When a line in the data below includes "edges", pick it out and copy it.

(PROVIDED ENTRIES Opens)

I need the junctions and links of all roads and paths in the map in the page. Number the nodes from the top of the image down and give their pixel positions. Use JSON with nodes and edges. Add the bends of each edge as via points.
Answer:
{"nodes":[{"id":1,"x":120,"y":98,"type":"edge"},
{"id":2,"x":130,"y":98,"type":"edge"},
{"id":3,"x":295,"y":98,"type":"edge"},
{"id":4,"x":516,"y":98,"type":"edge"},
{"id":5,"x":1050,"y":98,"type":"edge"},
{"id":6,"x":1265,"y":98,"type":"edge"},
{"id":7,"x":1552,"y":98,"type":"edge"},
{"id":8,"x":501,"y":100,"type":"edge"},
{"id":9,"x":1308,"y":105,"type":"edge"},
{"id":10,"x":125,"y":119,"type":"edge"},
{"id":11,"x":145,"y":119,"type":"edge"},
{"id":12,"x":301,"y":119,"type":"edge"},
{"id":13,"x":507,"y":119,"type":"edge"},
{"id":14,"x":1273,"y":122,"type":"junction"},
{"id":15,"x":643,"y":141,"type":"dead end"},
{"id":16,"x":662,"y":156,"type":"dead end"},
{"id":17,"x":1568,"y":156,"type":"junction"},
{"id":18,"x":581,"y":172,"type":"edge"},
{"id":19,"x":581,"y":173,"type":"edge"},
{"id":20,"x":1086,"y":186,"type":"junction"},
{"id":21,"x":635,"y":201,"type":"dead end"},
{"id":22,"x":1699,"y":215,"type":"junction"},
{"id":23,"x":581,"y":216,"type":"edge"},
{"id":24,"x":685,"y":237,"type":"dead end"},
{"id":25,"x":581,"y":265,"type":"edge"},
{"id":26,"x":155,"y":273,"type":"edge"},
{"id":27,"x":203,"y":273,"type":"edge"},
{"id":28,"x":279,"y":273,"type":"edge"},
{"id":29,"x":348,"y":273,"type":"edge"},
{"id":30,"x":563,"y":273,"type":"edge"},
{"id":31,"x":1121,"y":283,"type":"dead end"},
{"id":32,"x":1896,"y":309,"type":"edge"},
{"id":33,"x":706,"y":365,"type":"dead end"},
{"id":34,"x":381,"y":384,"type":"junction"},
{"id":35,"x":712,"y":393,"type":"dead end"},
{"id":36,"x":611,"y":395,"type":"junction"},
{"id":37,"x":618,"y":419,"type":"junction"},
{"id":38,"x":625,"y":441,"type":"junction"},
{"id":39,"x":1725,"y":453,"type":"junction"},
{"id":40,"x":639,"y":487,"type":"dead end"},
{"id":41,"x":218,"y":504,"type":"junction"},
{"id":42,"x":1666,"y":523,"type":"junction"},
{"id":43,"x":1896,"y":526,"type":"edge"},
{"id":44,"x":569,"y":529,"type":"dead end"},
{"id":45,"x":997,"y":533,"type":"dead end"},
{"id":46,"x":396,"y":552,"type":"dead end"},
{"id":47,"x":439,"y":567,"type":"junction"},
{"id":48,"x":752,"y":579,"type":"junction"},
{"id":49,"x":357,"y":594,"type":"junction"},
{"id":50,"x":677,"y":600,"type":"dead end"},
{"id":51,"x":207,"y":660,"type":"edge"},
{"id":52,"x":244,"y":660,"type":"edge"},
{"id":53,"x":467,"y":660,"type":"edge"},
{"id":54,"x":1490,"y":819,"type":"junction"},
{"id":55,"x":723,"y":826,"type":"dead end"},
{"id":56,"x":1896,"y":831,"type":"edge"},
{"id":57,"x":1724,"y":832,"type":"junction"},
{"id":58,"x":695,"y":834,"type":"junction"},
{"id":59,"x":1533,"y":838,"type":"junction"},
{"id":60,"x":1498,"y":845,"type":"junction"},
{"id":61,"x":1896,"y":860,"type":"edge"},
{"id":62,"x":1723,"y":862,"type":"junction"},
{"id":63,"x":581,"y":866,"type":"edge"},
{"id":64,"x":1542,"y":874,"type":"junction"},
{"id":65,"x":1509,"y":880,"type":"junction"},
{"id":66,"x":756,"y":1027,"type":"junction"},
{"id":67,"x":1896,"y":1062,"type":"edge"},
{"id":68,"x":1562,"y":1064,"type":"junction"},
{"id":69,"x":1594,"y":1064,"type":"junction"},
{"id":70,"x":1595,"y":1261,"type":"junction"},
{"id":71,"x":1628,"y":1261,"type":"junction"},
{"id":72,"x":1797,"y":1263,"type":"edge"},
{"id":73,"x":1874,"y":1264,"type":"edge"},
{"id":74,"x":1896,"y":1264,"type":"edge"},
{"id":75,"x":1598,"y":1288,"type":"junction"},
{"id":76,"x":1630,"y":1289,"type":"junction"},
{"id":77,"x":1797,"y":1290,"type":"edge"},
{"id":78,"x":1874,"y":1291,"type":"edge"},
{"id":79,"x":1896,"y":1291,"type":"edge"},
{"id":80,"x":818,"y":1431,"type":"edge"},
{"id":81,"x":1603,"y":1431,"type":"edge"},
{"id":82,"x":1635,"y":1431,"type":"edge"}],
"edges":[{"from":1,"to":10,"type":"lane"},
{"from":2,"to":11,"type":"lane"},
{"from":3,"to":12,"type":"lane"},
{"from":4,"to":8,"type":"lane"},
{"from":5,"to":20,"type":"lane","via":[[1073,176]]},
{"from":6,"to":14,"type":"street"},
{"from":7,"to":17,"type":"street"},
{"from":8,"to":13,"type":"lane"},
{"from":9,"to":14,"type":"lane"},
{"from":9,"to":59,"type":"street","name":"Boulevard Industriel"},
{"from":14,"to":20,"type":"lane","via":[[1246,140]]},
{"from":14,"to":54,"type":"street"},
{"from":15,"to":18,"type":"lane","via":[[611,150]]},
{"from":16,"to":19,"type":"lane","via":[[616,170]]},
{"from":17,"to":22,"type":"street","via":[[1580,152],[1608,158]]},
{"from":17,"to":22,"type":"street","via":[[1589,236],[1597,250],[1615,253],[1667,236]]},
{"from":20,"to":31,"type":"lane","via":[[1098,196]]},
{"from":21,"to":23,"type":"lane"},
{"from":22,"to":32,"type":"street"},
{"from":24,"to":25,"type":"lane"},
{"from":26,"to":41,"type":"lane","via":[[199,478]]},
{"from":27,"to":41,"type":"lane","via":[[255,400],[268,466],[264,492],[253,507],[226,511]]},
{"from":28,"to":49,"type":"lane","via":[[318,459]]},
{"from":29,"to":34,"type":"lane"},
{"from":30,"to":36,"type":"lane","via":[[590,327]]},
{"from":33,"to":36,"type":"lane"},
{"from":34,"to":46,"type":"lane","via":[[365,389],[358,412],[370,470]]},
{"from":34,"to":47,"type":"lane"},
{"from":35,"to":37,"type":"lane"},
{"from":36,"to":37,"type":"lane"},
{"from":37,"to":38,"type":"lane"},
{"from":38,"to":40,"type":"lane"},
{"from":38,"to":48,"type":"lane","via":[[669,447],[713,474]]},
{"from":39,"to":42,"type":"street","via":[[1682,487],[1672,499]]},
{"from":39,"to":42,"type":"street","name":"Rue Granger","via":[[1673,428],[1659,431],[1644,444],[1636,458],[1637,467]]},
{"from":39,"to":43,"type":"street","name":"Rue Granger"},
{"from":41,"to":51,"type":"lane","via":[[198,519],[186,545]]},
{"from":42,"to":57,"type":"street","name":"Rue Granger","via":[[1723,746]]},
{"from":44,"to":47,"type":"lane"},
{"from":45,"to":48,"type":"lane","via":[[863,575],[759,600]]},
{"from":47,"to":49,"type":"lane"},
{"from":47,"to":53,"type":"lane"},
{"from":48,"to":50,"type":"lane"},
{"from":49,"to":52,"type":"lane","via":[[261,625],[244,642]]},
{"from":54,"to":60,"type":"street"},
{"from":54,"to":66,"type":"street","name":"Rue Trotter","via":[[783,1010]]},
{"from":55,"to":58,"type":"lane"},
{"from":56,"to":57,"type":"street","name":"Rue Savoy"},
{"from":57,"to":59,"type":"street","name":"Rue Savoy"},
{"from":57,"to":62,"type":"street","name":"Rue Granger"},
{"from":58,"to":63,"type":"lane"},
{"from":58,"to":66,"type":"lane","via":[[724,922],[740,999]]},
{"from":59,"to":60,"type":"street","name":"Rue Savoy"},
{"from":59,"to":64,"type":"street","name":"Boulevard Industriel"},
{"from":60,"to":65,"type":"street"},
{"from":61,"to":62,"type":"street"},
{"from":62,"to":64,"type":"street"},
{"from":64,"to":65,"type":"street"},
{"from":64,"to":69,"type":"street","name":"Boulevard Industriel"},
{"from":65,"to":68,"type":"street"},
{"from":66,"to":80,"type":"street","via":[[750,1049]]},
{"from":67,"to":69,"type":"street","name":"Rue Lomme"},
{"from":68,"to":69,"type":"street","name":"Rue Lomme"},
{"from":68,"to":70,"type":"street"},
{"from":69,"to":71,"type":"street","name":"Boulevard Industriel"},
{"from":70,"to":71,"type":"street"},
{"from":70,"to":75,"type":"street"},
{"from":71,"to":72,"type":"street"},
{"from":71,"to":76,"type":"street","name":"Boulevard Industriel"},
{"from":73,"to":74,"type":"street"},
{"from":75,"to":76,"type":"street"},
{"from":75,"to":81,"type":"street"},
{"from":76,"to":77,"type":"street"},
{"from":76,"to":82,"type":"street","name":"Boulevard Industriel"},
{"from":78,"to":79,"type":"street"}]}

(PROVIDED ENTRIES Closes)

RESPONSE AREA »
I need the junctions and links of all roads and paths in the map in the page. Number the nodes from the top of the image down and give their pixel positions. Use JSON with nodes and edges. Add the bends of each edge as via points.
"edges":[{"from":1,"to":10,"type":"lane"},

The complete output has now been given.